Sonó su teléfono. Dora o la comisaría de policía. Cualquiera que quisiera hablar con ellos de algo relacionado con los asesinatos de Tancred seguramente llamaría al número gratuito que cada día aparecía en las pantallas de televisión. Era Burden, que aquel día no había ido a los establos.
Dijo:
– Reg, se acaba de recibir una llamada. No una 999. Un hombre con acento americano. Llamaba en nombre de Bib Mew. Vive al lado de su casa, no tiene teléfono, dice que ha encontrado un cuerpo en el bosque.
– Sé a quién te refieres.

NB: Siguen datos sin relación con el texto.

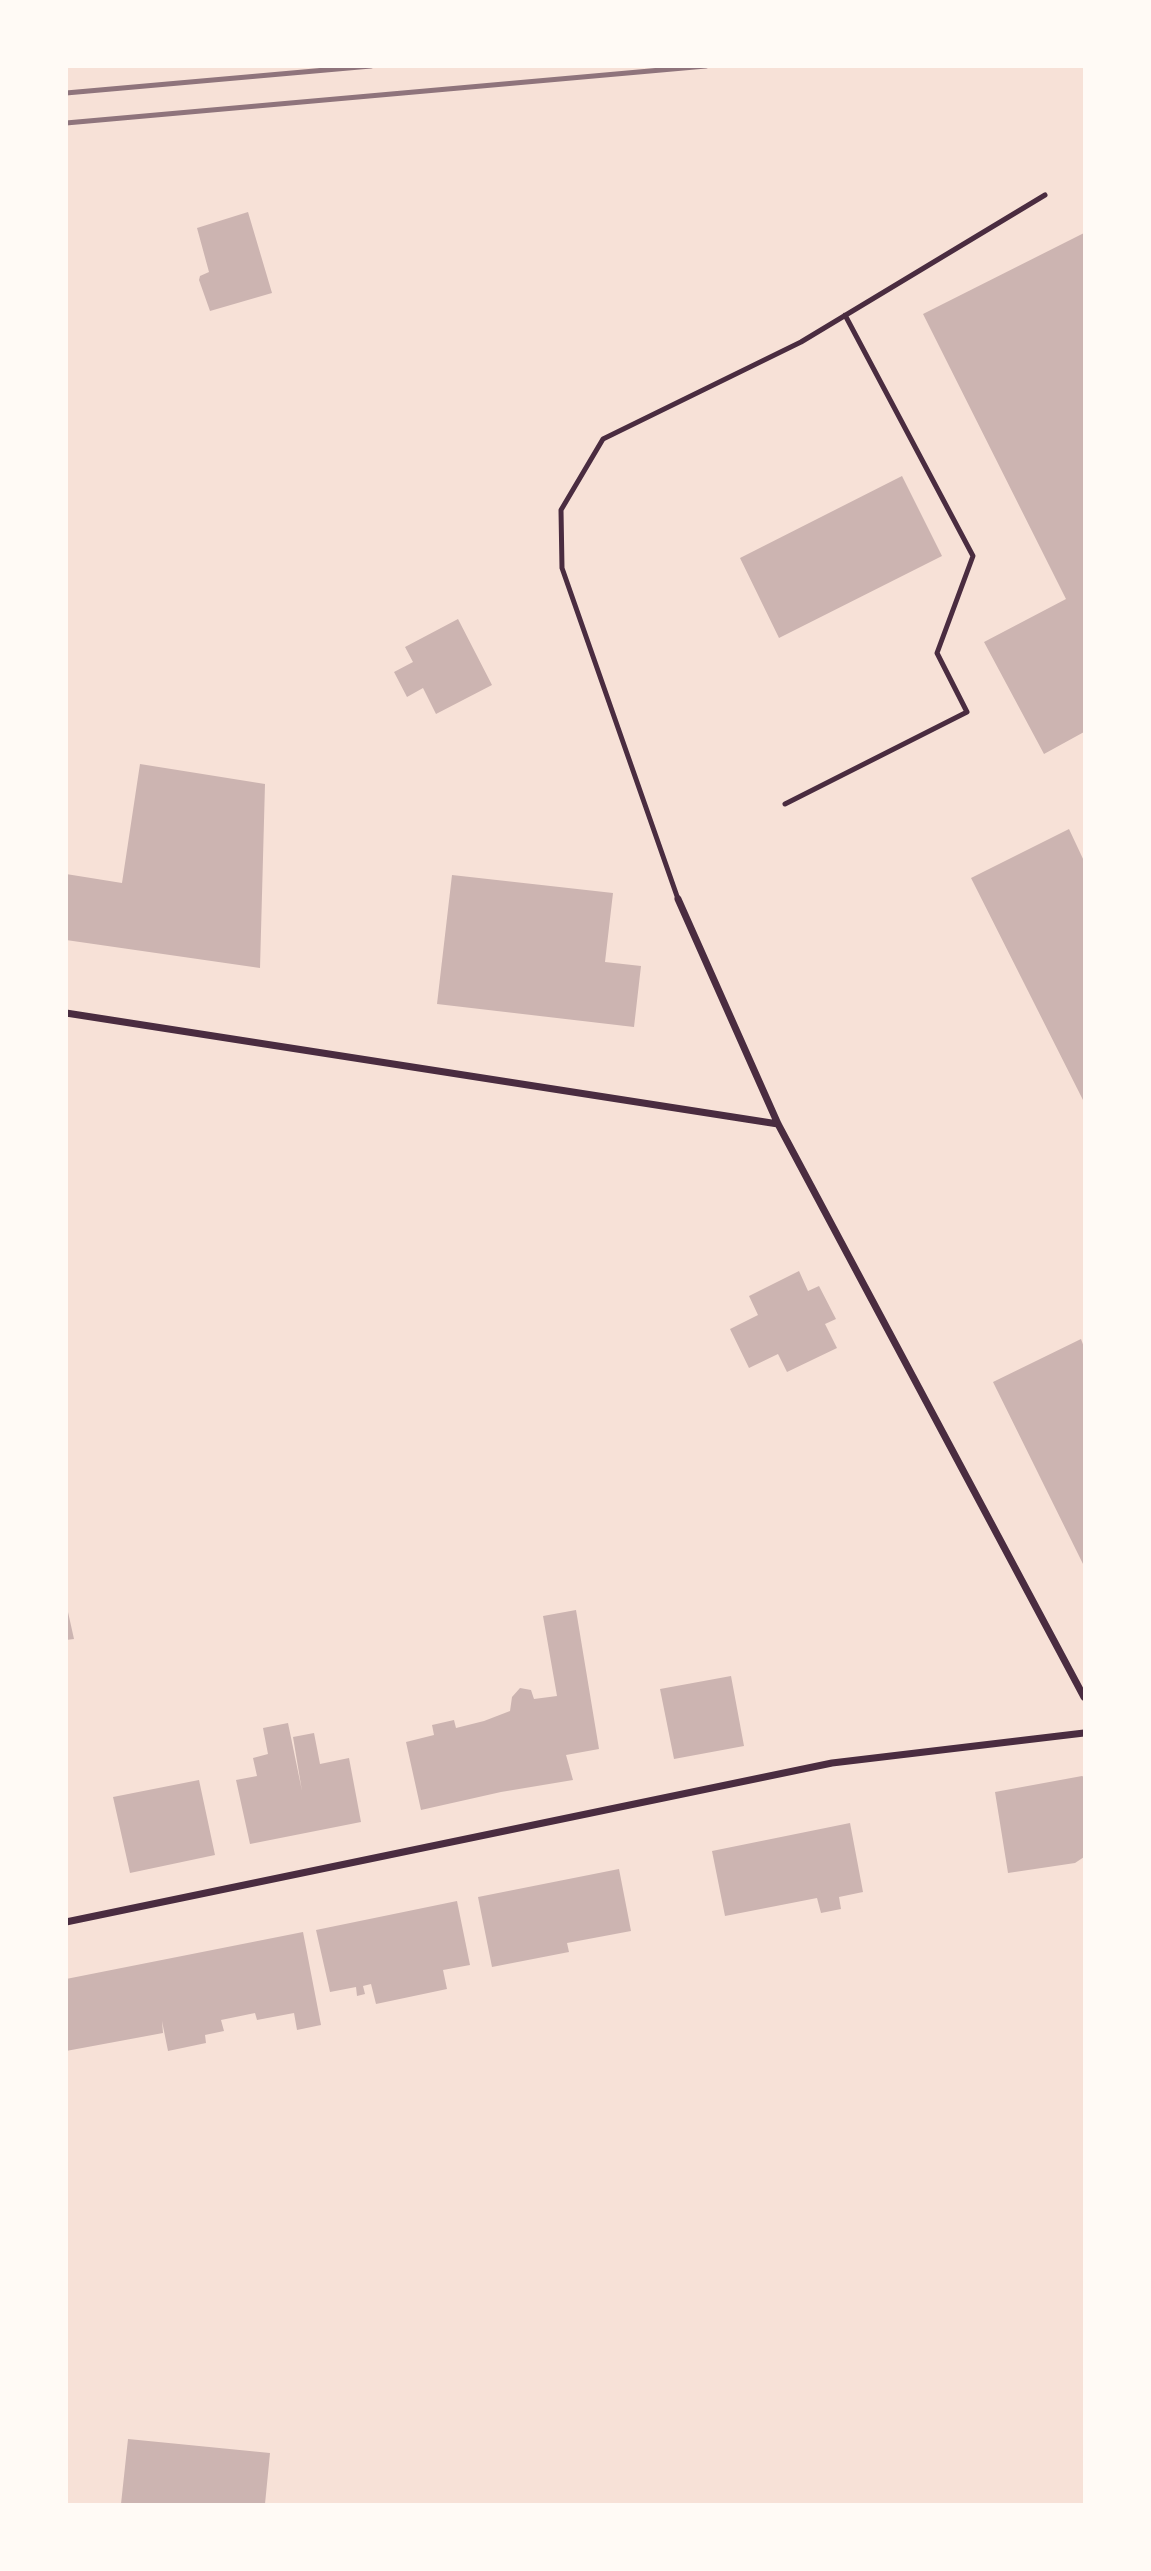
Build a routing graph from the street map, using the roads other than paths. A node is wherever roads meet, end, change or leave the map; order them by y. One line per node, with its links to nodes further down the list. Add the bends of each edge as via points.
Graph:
1 (1045, 194): 2 (lane)
2 (845, 315): 3 (lane, via 973,556 937,653 967,712); 4 (lane, via 801,342 603,439 561,510 562,568)
3 (785, 804)
4 (678, 899): 6 (street)
5 (66, 1013): 6 (street)
6 (778, 1124): 7 (street)
7 (1084, 1697)
8 (1084, 1733): 9 (street, via 832,1763)
9 (66, 1922)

He hablado con él.
– La mujer ha encontrado un cuerpo -prosiguió Burden- colgado de un árbol.
16
Les dejó entrar pero no dijo nada. A Wexford le miró con la misma expresión vacía y sin esperanza que podía haber ofrecido a un alguacil que fuera a hacerle inventario de sus bienes. Esto tipificó su actitud desde el principio. Estaba aturdida, desesperada, era incapaz de luchar contra estas aguas que se habían cerrado sobre su cabeza.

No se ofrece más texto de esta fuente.